横の扉から深淵の闇が飛び出し、その中から妙齢の女性が現れる。白髪で褐色肌、目つきが鋭く強面な印象を受けるが、かなりの美人さんだった。どことなくセラは、人型のダハクと似た顔立ちだなと感じた。
「か、かーちゃん…… いつから、そこに……?」
「その子が加護の話をし始めた頃からだよ。なかなか面白い話じゃないか、お前さん。ここは男らしく、私に竜王の座を渡しても良いんじゃないかい?」
「え、あ、い、いや、しかしだな…… 竜王ってのはそんな簡単に渡して良いもんじゃねぇんだ。かーちゃんだって知っているだろ? 俺らが付き合う前にかーちゃんが俺に挑んだ事もあったが、そん時は俺が勝った」
「かなりギリギリのところだったじゃないか。闇竜王って肩書きがなけりゃ、もっと殴れたと思うんだけれどねぇ」
「け、結果が全てだろ! どっちにしたって、俺は俺に勝てる奴が現れない限り、この座を譲る気はないぜ? ああ、いくらかーちゃんが何と言おうと、全くその気はない!」
「へえ」
かーちゃんさんの口元が歪んだその時、ダゴクは酷く嫌な予感を覚えた。それは夫婦喧嘩をする前兆、お互いの意見が食い違った際によく感じるものと、恐らくは同様のものだ。
「なら、そこのお嬢ちゃんと戦って負けたら、竜王の座を降りな。そうすりゃ、より相応しい者が自然と竜王になるだろうよ。どうだい? まさか天下の闇竜王、ダゴク様が逃げるなんて事はないよねぇ?」
「なっ……」
「それは名案ね! 手っ取り早いし分かりやすいわ!」
セラはすっかりその気になって、周りの漆黒竜達もざわつき始めていた。ベルは口元を押さえて笑うのを堪えている。

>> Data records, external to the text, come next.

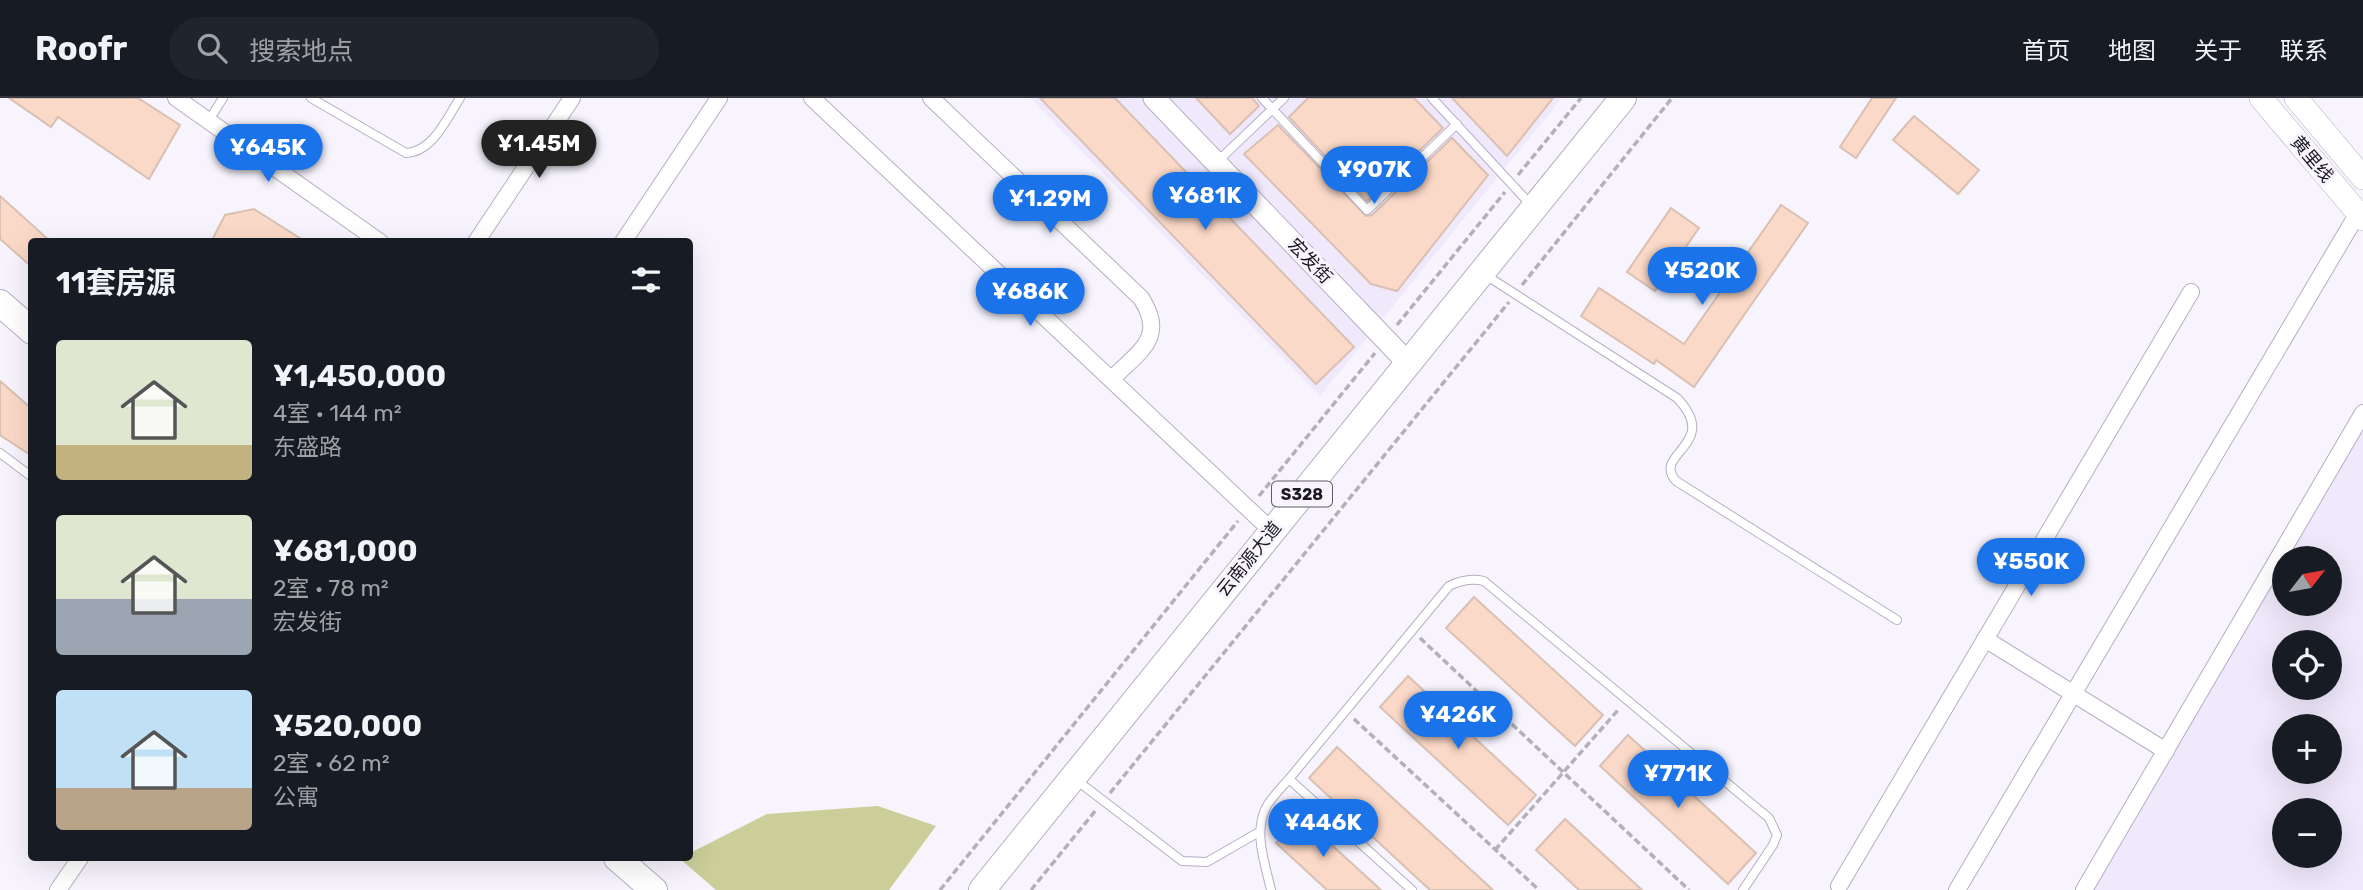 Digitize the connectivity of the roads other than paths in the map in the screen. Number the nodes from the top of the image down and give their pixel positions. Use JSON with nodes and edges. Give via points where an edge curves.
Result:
{"nodes":[{"id":1,"x":176,"y":98,"type":"edge"},
{"id":2,"x":223,"y":98,"type":"edge"},
{"id":3,"x":311,"y":98,"type":"edge"},
{"id":4,"x":460,"y":98,"type":"edge"},
{"id":5,"x":572,"y":98,"type":"edge"},
{"id":6,"x":719,"y":98,"type":"edge"},
{"id":7,"x":812,"y":98,"type":"edge"},
{"id":8,"x":931,"y":98,"type":"edge"},
{"id":9,"x":1154,"y":98,"type":"edge"},
{"id":10,"x":1262,"y":98,"type":"edge"},
{"id":11,"x":1284,"y":98,"type":"edge"},
{"id":12,"x":1432,"y":98,"type":"edge"},
{"id":13,"x":1623,"y":98,"type":"edge"},
{"id":14,"x":2261,"y":98,"type":"edge"},
{"id":15,"x":2296,"y":98,"type":"edge"},
{"id":16,"x":1272,"y":109,"type":"junction"},
{"id":17,"x":209,"y":120,"type":"junction"},
{"id":18,"x":1457,"y":124,"type":"junction"},
{"id":19,"x":1216,"y":163,"type":"junction"},
{"id":20,"x":2363,"y":177,"type":"edge"},
{"id":21,"x":1534,"y":208,"type":"junction"},
{"id":22,"x":2360,"y":216,"type":"edge"},
{"id":23,"x":374,"y":238,"type":"edge"},
{"id":24,"x":479,"y":238,"type":"edge"},
{"id":25,"x":626,"y":238,"type":"edge"},
{"id":26,"x":1481,"y":273,"type":"junction"},
{"id":27,"x":2191,"y":292,"type":"dead end"},
{"id":28,"x":0,"y":303,"type":"edge"},
{"id":29,"x":28,"y":328,"type":"edge"},
{"id":30,"x":1408,"y":363,"type":"junction"},
{"id":31,"x":1111,"y":379,"type":"junction"},
{"id":32,"x":2363,"y":413,"type":"edge"},
{"id":33,"x":0,"y":453,"type":"edge"},
{"id":34,"x":28,"y":474,"type":"edge"},
{"id":35,"x":1272,"y":531,"type":"junction"},
{"id":36,"x":1897,"y":620,"type":"dead end"},
{"id":37,"x":1985,"y":639,"type":"junction"},
{"id":38,"x":2074,"y":694,"type":"junction"},
{"id":39,"x":2166,"y":751,"type":"junction"},
{"id":40,"x":1073,"y":777,"type":"junction"},
{"id":41,"x":1289,"y":779,"type":"junction"},
{"id":42,"x":1259,"y":832,"type":"junction"},
{"id":43,"x":78,"y":861,"type":"edge"},
{"id":44,"x":620,"y":861,"type":"edge"},
{"id":45,"x":1839,"y":886,"type":"dead end"},
{"id":46,"x":58,"y":890,"type":"edge"},
{"id":47,"x":654,"y":890,"type":"edge"},
{"id":48,"x":982,"y":890,"type":"edge"},
{"id":49,"x":1271,"y":890,"type":"edge"},
{"id":50,"x":1412,"y":890,"type":"edge"},
{"id":51,"x":1743,"y":890,"type":"edge"},
{"id":52,"x":1957,"y":890,"type":"edge"},
{"id":53,"x":2084,"y":890,"type":"edge"}],
"edges":[{"from":1,"to":17,"type":"street"},
{"from":2,"to":17,"type":"lane"},
{"from":3,"to":4,"type":"lane","via":[[406,153],[429,143]]},
{"from":5,"to":24,"type":"street"},
{"from":6,"to":25,"type":"street"},
{"from":7,"to":31,"type":"street"},
{"from":8,"to":31,"type":"street","via":[[1150,311],[1150,339]]},
{"from":9,"to":19,"type":"street","name":"宏发街"},
{"from":10,"to":16,"type":"lane"},
{"from":11,"to":16,"type":"lane"},
{"from":12,"to":18,"type":"lane"},
{"from":13,"to":21,"type":"main road","name":"云南源大道","number":"S328"},
{"from":14,"to":22,"type":"main road","name":"黄里线"},
{"from":15,"to":20,"type":"main road","name":"黄里线"},
{"from":16,"to":18,"type":"lane","via":[[1367,210]]},
{"from":16,"to":19,"type":"lane"},
{"from":17,"to":23,"type":"street"},
{"from":18,"to":21,"type":"lane"},
{"from":19,"to":30,"type":"street","name":"宏发街"},
{"from":21,"to":26,"type":"main road","name":"云南源大道","number":"S328"},
{"from":22,"to":38,"type":"street"},
{"from":26,"to":30,"type":"main road","name":"云南源大道","number":"S328"},
{"from":26,"to":36,"type":"lane","via":[[1685,406],[1693,429],[1670,466],[1676,481]]},
{"from":27,"to":37,"type":"street"},
{"from":28,"to":29,"type":"main road"},
{"from":30,"to":35,"type":"main road","name":"云南源大道","number":"S328"},
{"from":31,"to":35,"type":"street"},
{"from":32,"to":39,"type":"street"},
{"from":33,"to":34,"type":"lane"},
{"from":35,"to":40,"type":"main road","name":"云南源大道","number":"S328"},
{"from":37,"to":38,"type":"street"},
{"from":37,"to":45,"type":"street"},
{"from":38,"to":39,"type":"street"},
{"from":38,"to":52,"type":"street"},
{"from":39,"to":53,"type":"street"},
{"from":40,"to":42,"type":"lane","via":[[1182,861],[1207,862]]},
{"from":40,"to":48,"type":"main road","name":"云南源大道","number":"S328"},
{"from":41,"to":42,"type":"lane","via":[[1269,803]]},
{"from":41,"to":50,"type":"lane"},
{"from":41,"to":51,"type":"lane","via":[[1449,586],[1461,580],[1484,581],[1774,826],[1773,845]]},
{"from":42,"to":49,"type":"lane"},
{"from":43,"to":46,"type":"street"},
{"from":44,"to":47,"type":"main road"}]}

「なあ、そこのお嬢ちゃん。アンタが勝って無事に次の竜王が私になったら、その時は快く加護を与えてやるよ! これから更に円満な家庭を築く門出になるんだ、私からのお礼と思っておくれ!」
「交渉成立ね! その時はよろしくお願いするわっ!」
「交渉もクソもねぇじゃねぇか! ああ、クッソ! わーたよ、やってやるよ! 族のヘッドたるもの、売られた喧嘩は買ってやる! 後で泣くんじゃねぇぞ、グスタフの娘ぇ!」
この日、新たな竜の王が、いや、竜の女王が誕生した。